Ein Sonnenschirm ist für viele die erste Wahl, wenn es um Schatten geht. Er ist mobil und kann gut weggeräumt werden. Zudem gibt es sehr viele Varianten. Sie können groß und klein, rund und eckig oder bunt gemustert beziehungsweise einfarbig sein. Alle bestehen aus einem wetterbeständigen Stoff. Durch die vielen verschiedenen Modelle findet man für jede Terrasse den passenden Schirm. Ob man nun eine kleine Dachterrasse oder eine großflächige hat: Der Sonnenschirm ist eine gute Wahl.

Bei Sonnenschirmen sollte man sich vorher überlegen, was man möchte. Ist es wichtig, dass man ihn kippen kann? Inwieweit muss er in der Höhe regulierbar sein? Welche Fläche soll er abdecken. Sind diese Grundfragen geklärt, steht der Anschaffung des neuen Schattenspenders nichts mehr im Weg.

Markise

Im Gegensatz zum Sonnenschirm ist die Markise befestigt und kann nicht so leicht an anderer Stelle angebracht werden. Markisen kann man ähnlich wie einen Rollladen bedienen und je nach Bedarf aus- oder einfahren. Dadurch kann man jederzeit die Schattenfläche justieren. Viele Markisenhersteller bieten Konfiguratoren an, um die richtige Größe und den passenden Typ zu finden. Diese Art der Beschattung gibt es in unterschiedlichen Varianten, sodass je nach Beschaffenheit der Wand, Größe und Fläche sowie geplantem Nutzen das richtige Produkt gefunden werden kann. Diese drei Typen sind für die Terrasse geeignet:
  • Gelenkmarkisen: Diese sind platzsparend und können komplett verstaut werden, sodass kein zusätzlicher Stauraum benötigt wird. Meistens kommen sie bei großen Flächen zum Einsatz.
  • Kassettenmarkisen: Das Highlight hierbei sind die vielen Gestaltungsmöglichkeiten. Sowohl das Gestell als auch die Farbe können in nahezu unendlichen Kombinationen zusammengestellt werden. Sie eignen sich zudem auch bei kleinen Flächen.
  • Senkrechtmarkisen: Diese Markisen werden an senkrechten Flächen angebracht. Möchte man also keinen Schatten von oben, sondern von der Seite, weil man seine Terrasse an einer Seite durch Plexiglas geschlossen hat, kann man zu diesen greifen. 
Weitere Typen bilden die Markisolette, die Wintergarten-Markise, die Fallarmmarkise, die Seitenmarkise und die Fenstermarkise. Diese tragen aber nicht zur Beschattung der Terrasse bei und werden daher nicht näher betrachtet.
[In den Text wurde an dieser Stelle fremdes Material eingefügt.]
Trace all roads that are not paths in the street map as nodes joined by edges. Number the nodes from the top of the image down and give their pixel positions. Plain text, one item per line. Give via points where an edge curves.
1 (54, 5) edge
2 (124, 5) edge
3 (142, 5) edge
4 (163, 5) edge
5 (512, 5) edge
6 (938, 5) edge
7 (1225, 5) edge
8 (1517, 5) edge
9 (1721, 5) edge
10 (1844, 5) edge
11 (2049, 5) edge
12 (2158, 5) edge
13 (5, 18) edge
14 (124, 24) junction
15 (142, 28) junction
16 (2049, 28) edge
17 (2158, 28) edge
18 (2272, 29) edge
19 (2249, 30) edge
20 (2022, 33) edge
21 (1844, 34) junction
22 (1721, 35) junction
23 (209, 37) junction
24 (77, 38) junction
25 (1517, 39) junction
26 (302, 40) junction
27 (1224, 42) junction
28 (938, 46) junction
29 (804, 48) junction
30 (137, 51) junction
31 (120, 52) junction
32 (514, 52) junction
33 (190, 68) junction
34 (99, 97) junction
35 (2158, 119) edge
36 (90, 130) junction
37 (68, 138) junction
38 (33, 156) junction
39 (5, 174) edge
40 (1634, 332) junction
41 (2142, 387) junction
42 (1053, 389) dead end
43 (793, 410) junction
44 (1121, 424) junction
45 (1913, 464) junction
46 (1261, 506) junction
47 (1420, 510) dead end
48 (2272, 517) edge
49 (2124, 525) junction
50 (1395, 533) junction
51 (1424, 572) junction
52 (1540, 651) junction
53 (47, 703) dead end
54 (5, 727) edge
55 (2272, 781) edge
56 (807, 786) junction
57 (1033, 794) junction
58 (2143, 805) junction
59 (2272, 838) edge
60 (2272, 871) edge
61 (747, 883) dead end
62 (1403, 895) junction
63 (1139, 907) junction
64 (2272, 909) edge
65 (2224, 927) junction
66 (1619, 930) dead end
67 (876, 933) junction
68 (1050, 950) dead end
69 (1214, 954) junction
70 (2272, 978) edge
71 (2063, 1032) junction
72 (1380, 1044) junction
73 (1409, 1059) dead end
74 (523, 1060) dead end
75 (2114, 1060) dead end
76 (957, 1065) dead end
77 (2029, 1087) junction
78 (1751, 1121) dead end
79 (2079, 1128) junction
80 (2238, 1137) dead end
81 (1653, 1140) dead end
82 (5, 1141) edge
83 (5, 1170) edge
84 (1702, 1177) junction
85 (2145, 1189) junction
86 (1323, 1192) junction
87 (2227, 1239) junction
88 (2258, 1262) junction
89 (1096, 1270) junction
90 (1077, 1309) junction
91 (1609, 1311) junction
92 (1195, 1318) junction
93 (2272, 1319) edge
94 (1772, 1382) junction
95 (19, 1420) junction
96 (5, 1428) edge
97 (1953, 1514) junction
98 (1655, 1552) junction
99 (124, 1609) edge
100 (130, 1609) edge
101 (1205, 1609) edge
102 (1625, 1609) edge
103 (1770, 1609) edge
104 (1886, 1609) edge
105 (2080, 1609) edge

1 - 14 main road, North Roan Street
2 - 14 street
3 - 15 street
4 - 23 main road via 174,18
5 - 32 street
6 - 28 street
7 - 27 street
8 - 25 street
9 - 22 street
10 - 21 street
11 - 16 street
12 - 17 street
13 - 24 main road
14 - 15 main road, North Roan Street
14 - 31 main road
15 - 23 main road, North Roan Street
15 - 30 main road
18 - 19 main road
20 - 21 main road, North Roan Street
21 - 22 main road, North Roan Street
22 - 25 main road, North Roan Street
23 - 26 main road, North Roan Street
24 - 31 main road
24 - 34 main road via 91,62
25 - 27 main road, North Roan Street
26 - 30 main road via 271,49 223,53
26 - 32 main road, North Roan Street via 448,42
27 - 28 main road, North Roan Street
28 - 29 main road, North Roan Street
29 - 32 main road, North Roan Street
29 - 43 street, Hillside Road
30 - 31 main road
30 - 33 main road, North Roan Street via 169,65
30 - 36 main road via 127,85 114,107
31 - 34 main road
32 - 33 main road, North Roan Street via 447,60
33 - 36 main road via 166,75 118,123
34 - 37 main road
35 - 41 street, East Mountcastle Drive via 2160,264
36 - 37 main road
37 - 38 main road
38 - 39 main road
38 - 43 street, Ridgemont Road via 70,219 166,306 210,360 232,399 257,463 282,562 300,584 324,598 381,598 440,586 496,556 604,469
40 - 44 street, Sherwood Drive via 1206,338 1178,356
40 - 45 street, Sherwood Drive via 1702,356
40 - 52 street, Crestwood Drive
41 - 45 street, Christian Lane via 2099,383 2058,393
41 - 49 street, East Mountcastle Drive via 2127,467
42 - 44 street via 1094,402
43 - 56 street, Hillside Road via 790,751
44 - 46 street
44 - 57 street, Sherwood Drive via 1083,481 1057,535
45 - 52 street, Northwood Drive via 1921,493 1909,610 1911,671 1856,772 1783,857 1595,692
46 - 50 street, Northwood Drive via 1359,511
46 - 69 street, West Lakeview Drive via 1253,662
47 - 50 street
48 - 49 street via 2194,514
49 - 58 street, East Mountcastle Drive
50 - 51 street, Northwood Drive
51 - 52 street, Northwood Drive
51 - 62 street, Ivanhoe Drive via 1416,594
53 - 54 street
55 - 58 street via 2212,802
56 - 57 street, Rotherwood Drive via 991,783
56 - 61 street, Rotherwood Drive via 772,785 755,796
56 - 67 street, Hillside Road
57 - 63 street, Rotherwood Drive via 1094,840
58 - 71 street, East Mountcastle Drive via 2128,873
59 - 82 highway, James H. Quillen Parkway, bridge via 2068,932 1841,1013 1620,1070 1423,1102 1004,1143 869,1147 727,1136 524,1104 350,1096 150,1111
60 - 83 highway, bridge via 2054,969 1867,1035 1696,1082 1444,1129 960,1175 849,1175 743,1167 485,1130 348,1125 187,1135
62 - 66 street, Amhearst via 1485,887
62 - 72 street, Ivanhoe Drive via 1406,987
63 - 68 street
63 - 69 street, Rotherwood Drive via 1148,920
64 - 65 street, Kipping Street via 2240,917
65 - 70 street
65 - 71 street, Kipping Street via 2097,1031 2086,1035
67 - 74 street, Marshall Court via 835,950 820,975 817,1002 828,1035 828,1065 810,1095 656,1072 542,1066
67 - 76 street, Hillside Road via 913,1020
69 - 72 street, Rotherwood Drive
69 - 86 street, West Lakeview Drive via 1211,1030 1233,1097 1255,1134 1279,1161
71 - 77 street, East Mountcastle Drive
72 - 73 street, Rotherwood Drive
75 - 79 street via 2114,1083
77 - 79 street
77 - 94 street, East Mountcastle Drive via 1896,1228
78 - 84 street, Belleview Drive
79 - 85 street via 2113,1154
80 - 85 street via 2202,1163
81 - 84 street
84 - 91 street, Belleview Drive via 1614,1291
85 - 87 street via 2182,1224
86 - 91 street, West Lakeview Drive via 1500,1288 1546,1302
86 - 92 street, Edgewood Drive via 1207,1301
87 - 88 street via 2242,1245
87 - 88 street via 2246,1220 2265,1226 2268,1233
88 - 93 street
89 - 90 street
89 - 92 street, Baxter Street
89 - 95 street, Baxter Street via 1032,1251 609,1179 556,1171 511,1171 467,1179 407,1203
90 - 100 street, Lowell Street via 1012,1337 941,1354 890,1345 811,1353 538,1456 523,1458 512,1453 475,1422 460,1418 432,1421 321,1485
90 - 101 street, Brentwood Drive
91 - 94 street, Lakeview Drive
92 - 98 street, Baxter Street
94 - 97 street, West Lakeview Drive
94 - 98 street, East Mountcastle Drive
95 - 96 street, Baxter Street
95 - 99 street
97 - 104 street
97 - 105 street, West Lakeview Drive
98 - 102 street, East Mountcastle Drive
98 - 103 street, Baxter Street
Sichtschutz und Bepflanzung

Eine weitere Schattenspendemöglichkeit liefert Sichtschutz aus Naturmaterialien. Das können Holzwände oder Bambusmatten sein. Zudem eignet sich eine dichte Bepflanzung mit den entsprechenden Gewächsen ebenso. Das sollte allerdings nicht als alleiniger Sonnenschutz dienen. Es sei denn, man hat seine Terrasse unter dichten Laubbäumen, das kann durchaus ausreichen. Die meisten haben aber wohl eher eine Fläche vor oder neben dem Haus als gemütliches Plätzchen mit Steinen oder Bodenplatten vorbereitet und bei der Planung keine großen Laubbäume vorgesehen.

Wichtig ist bei allen Schattenspendern, dass sie eben genau diesen Zweck erfüllen und sich optisch passend in den Rest einfügen. Dann steht angenehmen Nachmittagen und Abenden im Sommer fast nichts mehr im Wege.